Первые дни отчим вел себя, что называется, ниже травы, тише воды. Даже мы — моя младшая сестра и я — поражались его предупредительности. Задумает мать что-то сделать — огород вспахать, корове хлев подремонтировать, — а он, точно ясновидец, уже лошадь с колхозного двора привел, за соху взялся или с топором по двору разгуливает, постукивает по стенам.
Но потом что-то резко сломалось в его натуре. Стал он раздражительным, как горячий камень, плесни водой — зашипит. Трудно сказать, что на него повлияло, думаю, в немалой степени деревенские насмешки. Даже до меня доходили эти пересуды.
— И что Гришка Костыль (такую кличку дали отчиму за его хромоту) нашел в этой Фроське! Три рта на его шею свалилось, вот он их кормить и должен.

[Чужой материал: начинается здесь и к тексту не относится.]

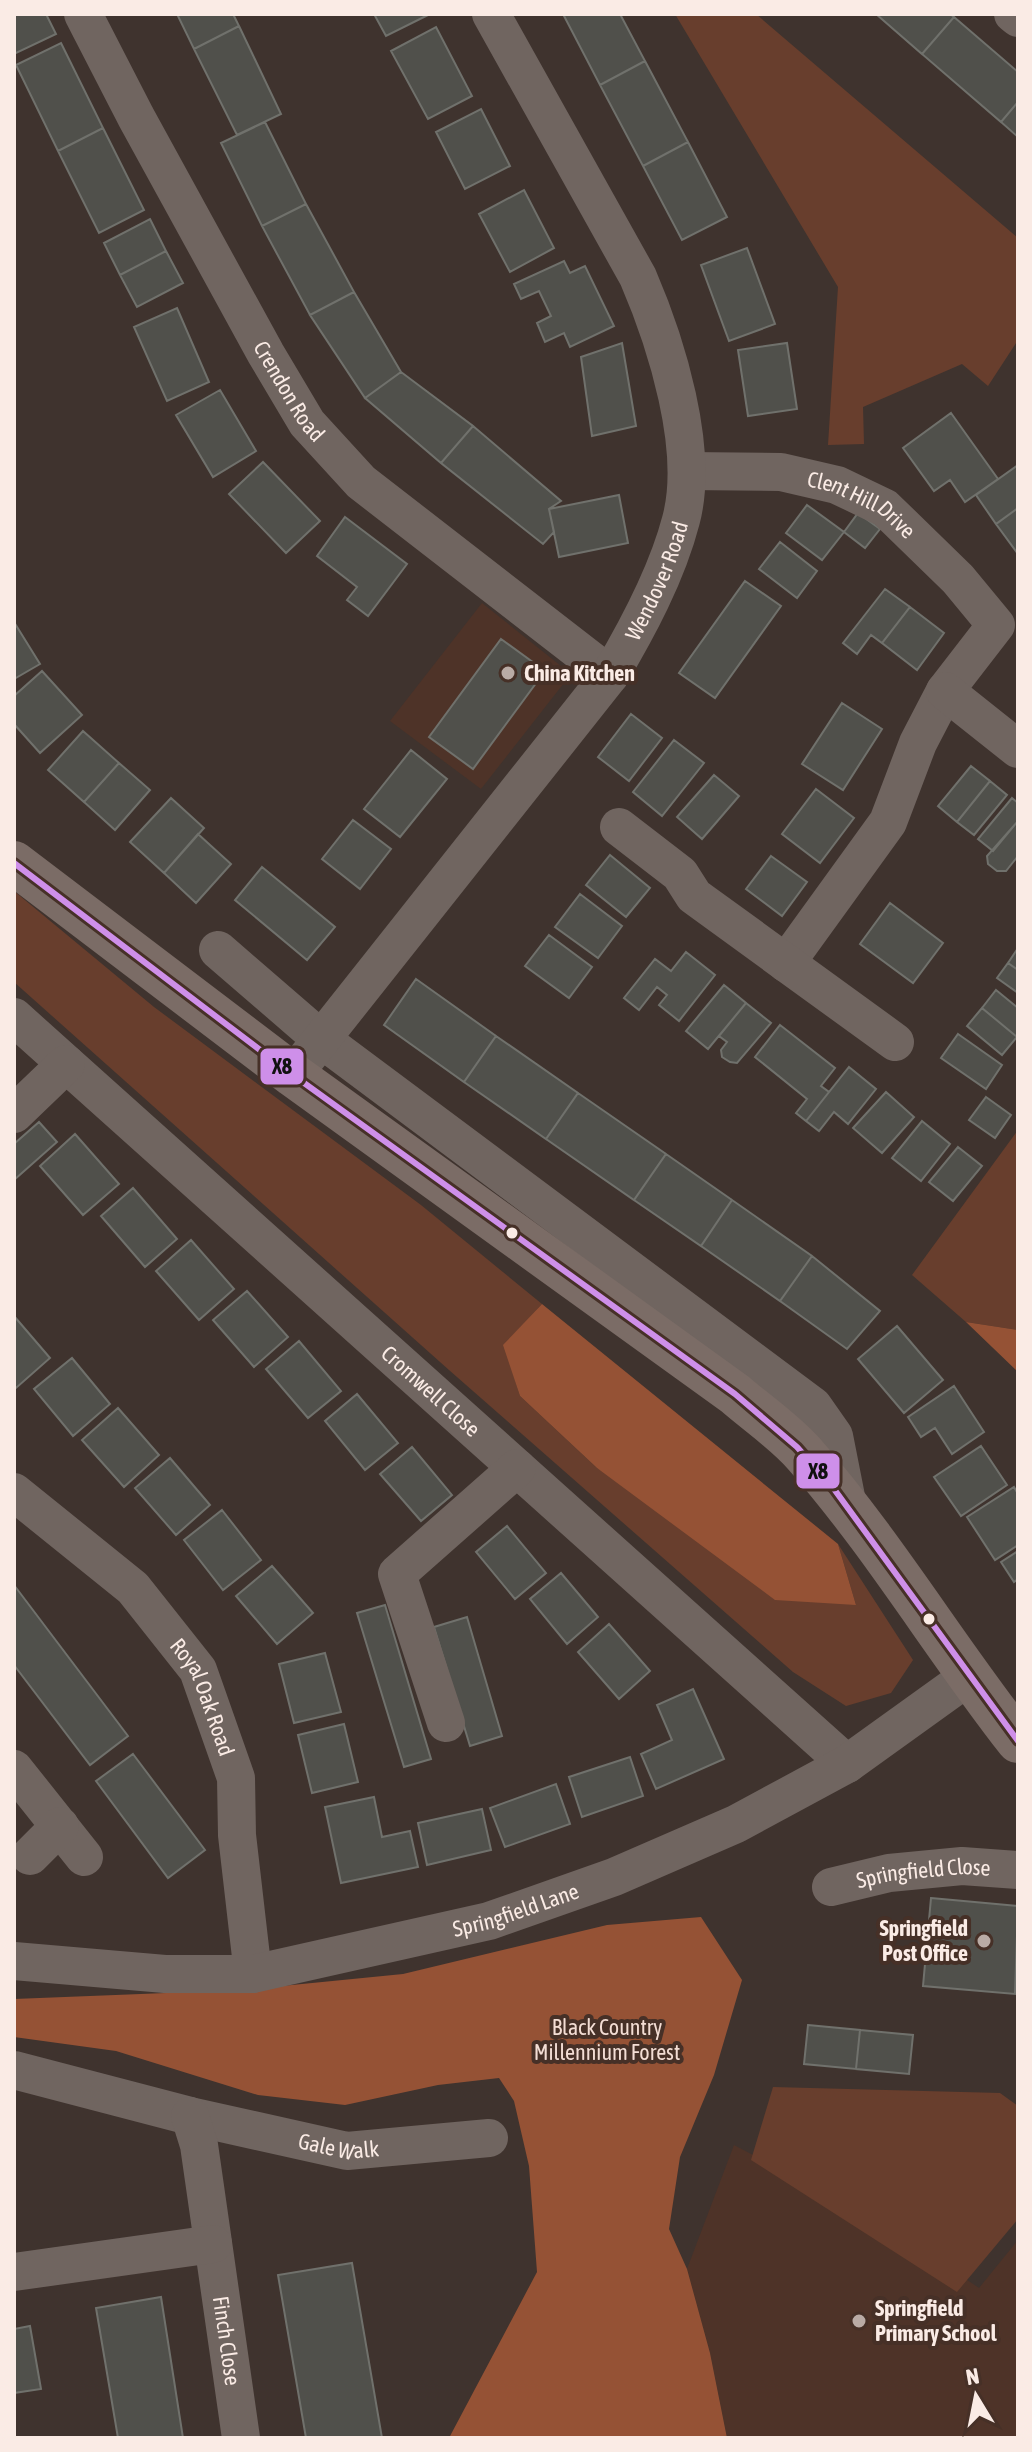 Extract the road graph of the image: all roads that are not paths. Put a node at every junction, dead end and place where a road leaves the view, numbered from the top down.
1 (83, 14) edge
2 (491, 14) edge
3 (1013, 14) edge
4 (1018, 18) edge
5 (687, 471) junction
6 (1007, 615) edge
7 (610, 675) junction
8 (945, 691) junction
9 (1018, 749) edge
10 (619, 827) dead end
11 (14, 863) edge
12 (218, 950) dead end
13 (786, 963) junction
14 (14, 1017) edge
15 (321, 1039) junction
16 (895, 1042) dead end
17 (66, 1064) junction
18 (293, 1075) junction
19 (14, 1114) edge
20 (517, 1468) junction
21 (14, 1492) edge
22 (848, 1507) junction
23 (968, 1677) junction
24 (446, 1723) dead end
25 (1018, 1741) edge
26 (847, 1764) junction
27 (14, 1769) edge
28 (60, 1826) junction
29 (30, 1856) dead end
30 (84, 1857) dead end
31 (1018, 1870) edge
32 (831, 1887) dead end
33 (14, 1961) edge
34 (253, 1974) junction
35 (14, 2070) edge
36 (190, 2116) junction
37 (489, 2138) dead end
38 (213, 2244) junction
39 (14, 2272) edge
40 (241, 2438) edge

1 - 7 street, Crendon Road
2 - 5 street, Wendover Road
3 - 4 street
5 - 6 street, Clent Hill Drive
5 - 7 street, Wendover Road
6 - 8 street, Clent Hill Drive
7 - 15 street, Wendover Road
8 - 9 street
8 - 13 street, Clent Hill Drive
10 - 13 street
11 - 18 main road
12 - 15 street
13 - 16 street
14 - 17 street, Cromwell Close
15 - 18 street, Wendover Road
15 - 22 street
17 - 19 street
17 - 20 street, Cromwell Close
18 - 22 main road
20 - 24 street
20 - 26 street, Cromwell Close
21 - 34 street, Royal Oak Road
22 - 23 main road
23 - 25 main road
23 - 26 street, Springfield Lane
26 - 34 street, Springfield Lane
27 - 28 street
28 - 29 street
28 - 30 street
31 - 32 street, Springfield Close
33 - 34 street, Springfield Lane
35 - 36 street, Gale Walk
36 - 37 street, Gale Walk
36 - 38 street
38 - 39 street
38 - 40 street, Finch Close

— Вроде мужик как мужик, а за себя девку взять не мог, на бабу позарился, — такой разговор затеяла однажды соседка наша, Мария Козявина, на покосе.
И другие женщины охотно ей в ответ закивали головами, дескать, правильно, подруга. Только одна Иваниха, пожилая, степенная вдова, в защиту матери сказала:
— Что-то вы, бабы, цену высокую Гришке дали, а Афросинью ни в грош не ставите? Она тоже, по-моему, из себя ладная да красивая. А что вдовой с двумя ребятишками осталась — так это война виновата, она наших мужиков к рукам прибрала и нас несчастными сделала. А на Гришку еще поглядеть надо. В тихом озере всегда чертей много…
Как в воду глядела Иваниха. После войны стал отчим подпивать, и насколько он был молчалив и спокоен в трезвости, настолько прорывало его после стопки. Тогда он садился к столу, ронял лицо в руки, взгляд его становился какой-то стеклянный, холодный до ледяного блеска, и он начинал «гудеть». Все ему было не так и не этак: и плохой ужин, и хлеб с горчинкой (а хлеб мать пекла в русской печи и считалась в деревне большой мастерицей по этой части), и свет от лампы тускмяный, впору разбить десятилинейку, и все мы плохие, которые «навязались на его шею, и срыть таких невозможно».
Первые дни мать терпеливо сносила эти попреки, бесшумно передвигалась по комнате, уносила с глаз долой хлебницу с ковригой полынного запаха (а как ему быть другим, хлебу, если в запущенные за годы войны полях полыни было гуще, чем жита), только растерянно, как кукла-моргунья, дергала ресницами. Но когда однажды отчим пустил тарелку со стола и она, как плоский камень над водой, взмыла сначала вверх, а потом плюхнулась под ноги матери, осыпав белыми черенками ее тапки, не выдержала, сказала почти шепотом:
— Постеснялся бы буянить, дети смотрят, как не стыдно…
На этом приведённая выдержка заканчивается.